Figure 11 illustrates the EEG and MEG results for faces during both P100/M100 and N170/M170, and compares the results for the combined EEG+MEG shown in Figure 9. Sources reconstructed from EEG or MEG are generally consistent with those from EEG+MEG, but with degradations. Bilateral fusiform activations appear unilateral in both EEG alone and MEG alone, which is similar to source localization results from another study using the same MEG dataset [Henson et al., 2005]. Specifically, fusiform activations from EEG are only reconstructed at one time point (i.e., 150 ms). Meanwhile, EEG has much better accuracy in reconstructing sources within the frontal cortex (e.g., 170 ms). MEG has better resolutions in occipital and temporal cortices while it totally loses sources within the frontal cortex. Furthermore, sources reconstructed from MEG seem much more localized compared with sources reconstructed from EEG (e.g., 120 ms and 135 ms), which is also observed in simulations (Fig. 6).

DISCUSSION

In the present study, we demonstrated that a novel sparse ESI technology (i.e., VB‐SCCD) is able to reconstruct complicated brain activations (up to 10 simultaneous activations as in current simulations) via integrating EEG and MEG data. Reconstructed cortical brain activations from both simulations and experimental data provided precise source localizations as well as accurate estimation of source spatial extents. The performance of VB‐SCCD is significantly improved with combined EEG and MEG as compared with EEG or MEG alone. We further demonstrated that, with VB‐SCCD and combined EEG and MEG, it is promising to noninvasively estimate the spatiotemporal dynamics of complex brain activations in real data (i.e., a face recognition task).
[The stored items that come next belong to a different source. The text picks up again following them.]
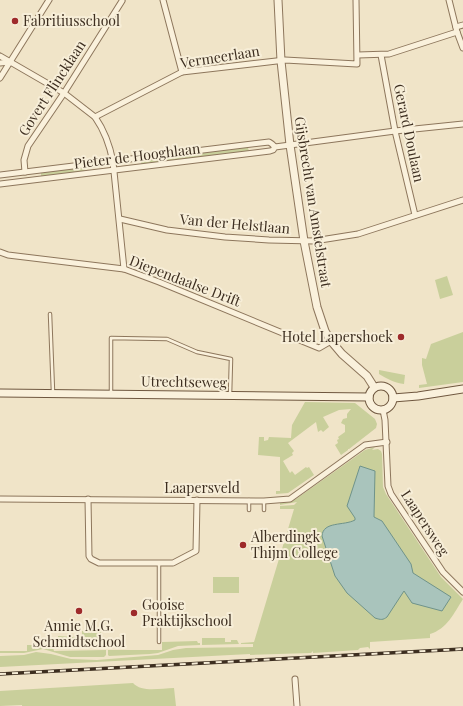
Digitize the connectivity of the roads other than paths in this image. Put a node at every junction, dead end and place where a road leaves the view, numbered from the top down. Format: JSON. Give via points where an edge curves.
{"nodes":[{"id":1,"x":49,"y":0,"type":"edge"},
{"id":2,"x":122,"y":0,"type":"edge"},
{"id":3,"x":163,"y":0,"type":"edge"},
{"id":4,"x":278,"y":0,"type":"edge"},
{"id":5,"x":356,"y":0,"type":"edge"},
{"id":6,"x":449,"y":0,"type":"edge"},
{"id":7,"x":463,"y":25,"type":"edge"},
{"id":8,"x":456,"y":30,"type":"junction"},
{"id":9,"x":463,"y":48,"type":"edge"},
{"id":10,"x":358,"y":55,"type":"junction"},
{"id":11,"x":380,"y":55,"type":"junction"},
{"id":12,"x":0,"y":56,"type":"edge"},
{"id":13,"x":281,"y":61,"type":"junction"},
{"id":14,"x":11,"y":62,"type":"junction"},
{"id":15,"x":0,"y":63,"type":"edge"},
{"id":16,"x":182,"y":72,"type":"junction"},
{"id":17,"x":0,"y":78,"type":"edge"},
{"id":18,"x":64,"y":93,"type":"junction"},
{"id":19,"x":95,"y":117,"type":"junction"},
{"id":20,"x":463,"y":124,"type":"edge"},
{"id":21,"x":395,"y":131,"type":"junction"},
{"id":22,"x":290,"y":145,"type":"junction"},
{"id":23,"x":275,"y":147,"type":"junction"},
{"id":24,"x":113,"y":162,"type":"junction"},
{"id":25,"x":114,"y":171,"type":"junction"},
{"id":26,"x":24,"y":172,"type":"junction"},
{"id":27,"x":0,"y":175,"type":"edge"},
{"id":28,"x":0,"y":184,"type":"edge"},
{"id":29,"x":463,"y":200,"type":"edge"},
{"id":30,"x":415,"y":215,"type":"junction"},
{"id":31,"x":120,"y":219,"type":"junction"},
{"id":32,"x":304,"y":242,"type":"junction"},
{"id":33,"x":0,"y":252,"type":"edge"},
{"id":34,"x":124,"y":269,"type":"junction"},
{"id":35,"x":50,"y":314,"type":"dead end"},
{"id":36,"x":331,"y":341,"type":"junction"},
{"id":37,"x":374,"y":387,"type":"junction"},
{"id":38,"x":463,"y":389,"type":"edge"},
{"id":39,"x":0,"y":393,"type":"edge"},
{"id":40,"x":53,"y":394,"type":"junction"},
{"id":41,"x":111,"y":394,"type":"junction"},
{"id":42,"x":230,"y":396,"type":"junction"},
{"id":43,"x":368,"y":397,"type":"junction"},
{"id":44,"x":393,"y":398,"type":"junction"},
{"id":45,"x":383,"y":410,"type":"junction"},
{"id":46,"x":387,"y":442,"type":"junction"},
{"id":47,"x":0,"y":499,"type":"edge"},
{"id":48,"x":88,"y":499,"type":"junction"},
{"id":49,"x":197,"y":500,"type":"junction"},
{"id":50,"x":249,"y":500,"type":"junction"},
{"id":51,"x":264,"y":500,"type":"junction"},
{"id":52,"x":249,"y":510,"type":"dead end"},
{"id":53,"x":264,"y":510,"type":"dead end"},
{"id":54,"x":159,"y":564,"type":"junction"},
{"id":55,"x":463,"y":592,"type":"edge"},
{"id":56,"x":159,"y":642,"type":"dead end"},
{"id":57,"x":295,"y":679,"type":"dead end"},
{"id":58,"x":297,"y":706,"type":"edge"}],
"edges":[{"from":1,"to":14,"type":"street"},
{"from":2,"to":18,"type":"street","name":"Govert Flincklaan"},
{"from":3,"to":16,"type":"street"},
{"from":4,"to":13,"type":"main road","name":"Gijsbrecht van Amstelstraat"},
{"from":5,"to":10,"type":"street"},
{"from":6,"to":8,"type":"street"},
{"from":7,"to":8,"type":"street"},
{"from":8,"to":9,"type":"street"},
{"from":8,"to":11,"type":"street"},
{"from":10,"to":11,"type":"street"},
{"from":10,"to":13,"type":"street","name":"Vermeerlaan","via":[[357,64]]},
{"from":11,"to":21,"type":"street","name":"Gerard Doulaan"},
{"from":12,"to":14,"type":"street"},
{"from":13,"to":16,"type":"street","name":"Vermeerlaan"},
{"from":13,"to":22,"type":"main road","name":"Gijsbrecht van Amstelstraat"},
{"from":14,"to":15,"type":"street"},
{"from":14,"to":17,"type":"street"},
{"from":14,"to":18,"type":"street"},
{"from":16,"to":19,"type":"street","name":"Vermeerlaan"},
{"from":18,"to":19,"type":"street"},
{"from":18,"to":26,"type":"street","name":"Govert Flincklaan","via":[[28,146]]},
{"from":19,"to":24,"type":"street"},
{"from":20,"to":21,"type":"street","name":"Pieter de Hooghlaan"},
{"from":21,"to":22,"type":"street","name":"Pieter de Hooghlaan"},
{"from":21,"to":30,"type":"street","name":"Gerard Doulaan"},
{"from":22,"to":23,"type":"street","name":"Pieter de Hooghlaan"},
{"from":22,"to":32,"type":"main road","name":"Gijsbrecht van Amstelstraat"},
{"from":23,"to":24,"type":"street","name":"Pieter de Hooghlaan","via":[[269,142]]},
{"from":23,"to":25,"type":"street","name":"Pieter de Hooghlaan","via":[[270,151]]},
{"from":24,"to":25,"type":"street"},
{"from":24,"to":26,"type":"street","name":"Pieter de Hooghlaan"},
{"from":25,"to":28,"type":"street","name":"Pieter de Hooghlaan"},
{"from":25,"to":31,"type":"street"},
{"from":26,"to":27,"type":"street","name":"Pieter de Hooghlaan"},
{"from":29,"to":30,"type":"street","name":"Van der Helstlaan"},
{"from":30,"to":32,"type":"street","name":"Van der Helstlaan","via":[[358,234]]},
{"from":31,"to":32,"type":"street","name":"Van der Helstlaan","via":[[167,230]]},
{"from":31,"to":34,"type":"street"},
{"from":32,"to":36,"type":"main road","name":"Gijsbrecht van Amstelstraat","via":[[317,307]]},
{"from":33,"to":34,"type":"street","name":"Diependaalse Drift"},
{"from":34,"to":36,"type":"street","name":"Diependaalse Drift","via":[[319,348]]},
{"from":35,"to":40,"type":"lane"},
{"from":36,"to":37,"type":"main road","name":"Gijsbrecht van Amstelstraat","via":[[367,376]]},
{"from":37,"to":43,"type":"main road"},
{"from":37,"to":44,"type":"main road","via":[[387,387]]},
{"from":38,"to":44,"type":"main road"},
{"from":39,"to":40,"type":"main road","name":"Utrechtseweg"},
{"from":40,"to":41,"type":"main road","name":"Utrechtseweg"},
{"from":41,"to":42,"type":"main road","name":"Utrechtseweg"},
{"from":41,"to":42,"type":"lane","via":[[111,338],[167,339],[197,352],[231,359]]},
{"from":42,"to":43,"type":"main road","name":"Utrechtseweg"},
{"from":43,"to":45,"type":"main road","via":[[373,407]]},
{"from":44,"to":45,"type":"main road","via":[[390,406]]},
{"from":45,"to":46,"type":"street","name":"Laapersweg"},
{"from":46,"to":51,"type":"street","name":"Laapersveld","via":[[365,446],[290,499]]},
{"from":46,"to":55,"type":"street","name":"Laapersweg","via":[[388,486],[391,494],[443,572]]},
{"from":47,"to":48,"type":"street","name":"Laapersveld"},
{"from":48,"to":49,"type":"street","name":"Laapersveld"},
{"from":48,"to":54,"type":"street","via":[[91,559],[98,563]]},
{"from":49,"to":50,"type":"street","name":"Laapersveld"},
{"from":49,"to":54,"type":"street","via":[[196,551],[173,563]]},
{"from":50,"to":51,"type":"street","name":"Laapersveld"},
{"from":50,"to":52,"type":"lane"},
{"from":51,"to":53,"type":"lane"},
{"from":54,"to":56,"type":"lane"},
{"from":57,"to":58,"type":"street"}]}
In our simulations, a Monte Carlo protocol was implemented with the number of sources up to 10, which is one of the few EEG/MEG studies, to our knowledge, using randomly generated multiple source (more than five) schemes [Liu et al., 1998]. We evaluated the simulation results with the AUC metric [Grova et al., 2006] (Fig. 2). In the design of the AUC metric, we implemented a random selection process by balancing the sizes of active and inactive elements to reduce the bias on the calculation of AUC metric due to large number of inactive elements. We also adopted a strategy of computing AUC values by splitting inactive elements into two groups, which are either close to or far away from simulated sources, in order to correct the underestimation of false positives due to the non‐uniform distributions of spurious sources [Grova et al., 2006]. As a result, the adopted AUC metric is sensitive to both localization biases and estimation errors of source extents [Ding, 2009]. Meanwhile, the evaluation metric (i.e., AUC) and its statistics (i.e., Whisker plots of AUC) are not straightforward in revealing how a real inverse solution looks like. We thus further accessed the simulation results by directly inspecting reconstructed source maps (Figs. 3, 4, 5). Overall, our simulation data suggest that the VB‐SCCD technique is capable of reconstructing complicated cortical activation maps (i.e., of multiple randomly located sources). The reconstructed cortical maps are accurate in terms of localization and extent estimation with few numbers of sources (i.e., 1 or 2). In conditions with five or ten sources, reconstructed sources are accurate in terms of localization in most cases whereas their extent estimations are degraded because of smeared spatial distributions or multiple fused activities. In some extreme cases, there are missing sources (Fig. 5). The present results also suggest the robustness of VB‐SCCD in reconstructing extended cortical sources with different spatial sizes (Fig. 7). Generally, our data indicate that VB‐SCCD using combined EEG and MEG is able to significantly enhance the spatial resolvability on cortical sources when it is compared with surface EEG and MEG (Fig. 8), especially in cases with multiple sources (five sources in Fig. 8c and ten sources in Fig. 8d).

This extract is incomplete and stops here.